Grossman W
Am J Med. 1980 Oct;69(4):576-84. doi: 10.1016/0002-9343(80)90471-4.
An extensive body of evidence supports the concept that cardiac hypertrophy and normal cardiac growth develop in response to increased hemodynamic loading and abnormal systolic and diastolic stresses at the myocardial fiber level. The pattern of hypertrophy reflects the nature of the inciting stress. Experimental studies indicate that if the stress is moderate, gradually applied, and the animal young and healthy, physiologic hypertrophy of muscle with normal contractility develops. In this circumstance, cardiac hypertrophy may be regarded as a useful adaptation to increased hemodynamic loading. When the inciting stress is severe, abruptly applied, or the animal old or debilitated, pathologic hypertrophy develops: in this circumstance, the cardiac muscle produced is abnormal and exhibits depressed contractility. Of particular clinical relevance is the intermediate situation which seems to develop in many patients with chronic left ventricular pressure-overload and perhaps also in left ventricular volume-overload. In this situation, chronic left ventricular pressure or volume overload is initially matched by adequate hypertrophy in the appropriate pattern. Eventually, in some patients, hypertrophy fails to keep pace with the hemodynamic overload so that a systolic stress imbalance occurs at the myocardial fiber level and left ventricular pump failure ensues. If this situation persists uncorrected, it is possible that the increasingly high wall stresses will convert physiologic to pathologic hypertrophy. The task of the clinician is to identify this intermediate stage and to correct the abnormal hemodynamic loading before the transition to pathologic hypertrophy becomes complete.

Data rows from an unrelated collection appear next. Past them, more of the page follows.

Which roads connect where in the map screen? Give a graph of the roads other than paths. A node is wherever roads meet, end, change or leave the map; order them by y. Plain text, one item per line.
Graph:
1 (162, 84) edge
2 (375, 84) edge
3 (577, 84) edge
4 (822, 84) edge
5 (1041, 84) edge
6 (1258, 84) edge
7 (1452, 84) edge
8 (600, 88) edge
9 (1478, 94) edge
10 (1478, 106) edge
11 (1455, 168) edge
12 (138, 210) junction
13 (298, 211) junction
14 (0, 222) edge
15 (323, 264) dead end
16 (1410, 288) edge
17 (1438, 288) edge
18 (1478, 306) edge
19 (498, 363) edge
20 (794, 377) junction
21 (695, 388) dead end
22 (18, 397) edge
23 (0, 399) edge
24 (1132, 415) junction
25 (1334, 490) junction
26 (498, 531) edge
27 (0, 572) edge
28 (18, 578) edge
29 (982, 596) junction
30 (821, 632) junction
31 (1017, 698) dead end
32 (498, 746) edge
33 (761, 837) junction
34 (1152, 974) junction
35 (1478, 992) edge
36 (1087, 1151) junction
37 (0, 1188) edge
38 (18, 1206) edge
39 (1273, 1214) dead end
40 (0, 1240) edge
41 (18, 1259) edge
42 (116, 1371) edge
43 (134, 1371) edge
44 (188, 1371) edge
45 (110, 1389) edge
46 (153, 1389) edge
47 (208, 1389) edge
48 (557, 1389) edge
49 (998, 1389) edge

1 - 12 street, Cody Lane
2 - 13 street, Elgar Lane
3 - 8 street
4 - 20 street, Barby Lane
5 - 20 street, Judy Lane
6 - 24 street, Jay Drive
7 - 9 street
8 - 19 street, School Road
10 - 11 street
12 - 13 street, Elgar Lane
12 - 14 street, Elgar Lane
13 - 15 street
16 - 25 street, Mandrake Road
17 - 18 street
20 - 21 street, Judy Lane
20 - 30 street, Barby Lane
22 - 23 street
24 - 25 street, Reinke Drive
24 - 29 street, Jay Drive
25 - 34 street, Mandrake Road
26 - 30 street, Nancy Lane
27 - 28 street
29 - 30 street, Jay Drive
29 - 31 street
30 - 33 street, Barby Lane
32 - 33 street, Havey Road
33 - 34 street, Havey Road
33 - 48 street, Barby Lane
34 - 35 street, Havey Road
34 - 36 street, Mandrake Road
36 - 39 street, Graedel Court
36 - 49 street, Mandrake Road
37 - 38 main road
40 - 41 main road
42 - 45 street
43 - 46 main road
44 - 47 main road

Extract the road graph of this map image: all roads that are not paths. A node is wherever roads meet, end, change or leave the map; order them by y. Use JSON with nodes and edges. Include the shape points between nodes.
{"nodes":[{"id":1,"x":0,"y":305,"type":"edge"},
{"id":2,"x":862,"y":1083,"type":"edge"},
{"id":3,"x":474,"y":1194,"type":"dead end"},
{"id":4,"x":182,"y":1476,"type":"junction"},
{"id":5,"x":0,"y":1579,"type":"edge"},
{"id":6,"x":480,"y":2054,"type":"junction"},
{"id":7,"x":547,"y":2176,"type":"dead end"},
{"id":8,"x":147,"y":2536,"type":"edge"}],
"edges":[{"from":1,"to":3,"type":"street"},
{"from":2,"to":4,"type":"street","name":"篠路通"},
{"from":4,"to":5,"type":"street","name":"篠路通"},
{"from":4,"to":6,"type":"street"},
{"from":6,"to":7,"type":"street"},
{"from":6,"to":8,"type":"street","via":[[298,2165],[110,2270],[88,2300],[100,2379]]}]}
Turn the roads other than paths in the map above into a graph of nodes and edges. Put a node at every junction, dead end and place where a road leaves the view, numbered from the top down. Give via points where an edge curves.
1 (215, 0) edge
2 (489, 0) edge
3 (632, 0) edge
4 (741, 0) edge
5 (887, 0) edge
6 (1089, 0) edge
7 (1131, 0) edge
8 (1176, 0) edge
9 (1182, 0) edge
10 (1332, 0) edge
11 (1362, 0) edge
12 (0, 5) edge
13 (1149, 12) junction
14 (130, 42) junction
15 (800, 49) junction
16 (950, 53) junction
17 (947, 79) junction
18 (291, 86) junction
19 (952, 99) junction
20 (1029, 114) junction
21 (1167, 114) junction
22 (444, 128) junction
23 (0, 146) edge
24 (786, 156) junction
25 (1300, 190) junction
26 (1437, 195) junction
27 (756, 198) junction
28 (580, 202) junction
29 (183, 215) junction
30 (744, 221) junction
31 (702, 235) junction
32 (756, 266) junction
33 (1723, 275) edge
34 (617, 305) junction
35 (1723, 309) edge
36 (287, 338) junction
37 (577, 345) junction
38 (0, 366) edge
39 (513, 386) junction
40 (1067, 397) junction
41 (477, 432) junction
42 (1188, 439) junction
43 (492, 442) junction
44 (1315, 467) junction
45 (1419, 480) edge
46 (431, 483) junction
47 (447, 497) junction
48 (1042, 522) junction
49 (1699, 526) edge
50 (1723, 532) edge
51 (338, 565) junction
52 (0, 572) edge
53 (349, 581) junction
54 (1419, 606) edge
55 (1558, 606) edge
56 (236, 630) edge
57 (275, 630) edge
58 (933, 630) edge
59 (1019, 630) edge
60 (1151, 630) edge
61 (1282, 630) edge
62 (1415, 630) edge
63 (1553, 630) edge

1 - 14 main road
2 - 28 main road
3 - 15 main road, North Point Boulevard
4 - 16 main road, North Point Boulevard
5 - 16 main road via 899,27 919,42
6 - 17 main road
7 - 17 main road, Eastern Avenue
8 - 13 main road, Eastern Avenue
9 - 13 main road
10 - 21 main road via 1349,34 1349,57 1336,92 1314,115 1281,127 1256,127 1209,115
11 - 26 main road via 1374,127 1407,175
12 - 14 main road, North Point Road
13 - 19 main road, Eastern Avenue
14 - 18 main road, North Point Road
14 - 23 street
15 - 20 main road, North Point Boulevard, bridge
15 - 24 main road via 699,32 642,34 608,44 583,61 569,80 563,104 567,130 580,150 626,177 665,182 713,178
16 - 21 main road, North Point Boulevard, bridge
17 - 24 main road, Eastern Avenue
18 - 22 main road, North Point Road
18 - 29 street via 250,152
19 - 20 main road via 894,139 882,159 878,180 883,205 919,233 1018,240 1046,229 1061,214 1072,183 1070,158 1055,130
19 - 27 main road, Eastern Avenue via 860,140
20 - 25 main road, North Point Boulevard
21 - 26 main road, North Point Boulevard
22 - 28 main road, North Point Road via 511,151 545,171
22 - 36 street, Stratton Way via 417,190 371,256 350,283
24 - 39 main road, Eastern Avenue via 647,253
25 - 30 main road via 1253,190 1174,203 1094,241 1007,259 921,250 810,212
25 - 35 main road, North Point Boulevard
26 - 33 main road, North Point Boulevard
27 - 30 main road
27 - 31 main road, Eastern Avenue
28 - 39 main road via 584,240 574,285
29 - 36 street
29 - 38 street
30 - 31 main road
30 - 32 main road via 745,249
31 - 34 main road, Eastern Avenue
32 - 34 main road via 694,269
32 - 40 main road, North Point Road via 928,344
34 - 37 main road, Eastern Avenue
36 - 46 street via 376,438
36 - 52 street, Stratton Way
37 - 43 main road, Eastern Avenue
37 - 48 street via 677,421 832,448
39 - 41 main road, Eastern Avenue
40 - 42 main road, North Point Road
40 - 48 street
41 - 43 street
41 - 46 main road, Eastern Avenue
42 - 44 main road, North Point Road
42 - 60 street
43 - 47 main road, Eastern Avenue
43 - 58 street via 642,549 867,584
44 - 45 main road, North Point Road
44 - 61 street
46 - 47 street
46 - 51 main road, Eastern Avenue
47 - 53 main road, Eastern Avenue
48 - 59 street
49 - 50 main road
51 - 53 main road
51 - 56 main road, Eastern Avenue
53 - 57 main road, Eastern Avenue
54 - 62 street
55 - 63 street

大量证据支持这样一种观点,即心脏肥大和正常心脏生长是对血流动力学负荷增加以及心肌纤维水平上异常的收缩期和舒张期应力的反应。肥大的模式反映了激发应力的性质。实验研究表明,如果应力适中、逐渐施加,且动物年轻健康,则会发展出具有正常收缩力的生理性肌肉肥大。在这种情况下,心脏肥大可被视为对血流动力学负荷增加的一种有益适应。当激发应力严重、突然施加,或动物年老或虚弱时,则会发展出病理性肥大:在这种情况下,所产生的心肌是异常的,且表现出收缩力下降。具有特别临床相关性的是中间情况,这种情况似乎在许多慢性左心室压力超负荷患者以及可能在左心室容量超负荷患者中出现。在这种情况下,慢性左心室压力或容量超负荷最初会通过适当模式的充分肥大来匹配。最终,在一些患者中,肥大无法跟上血流动力学超负荷的步伐,从而在心肌纤维水平出现收缩期应力失衡,继而发生左心室泵衰竭。如果这种情况持续未得到纠正,越来越高的壁应力有可能将生理性肥大转变为病理性肥大。临床医生的任务是识别这个中间阶段,并在向病理性肥大的转变完成之前纠正异常的血流动力学负荷。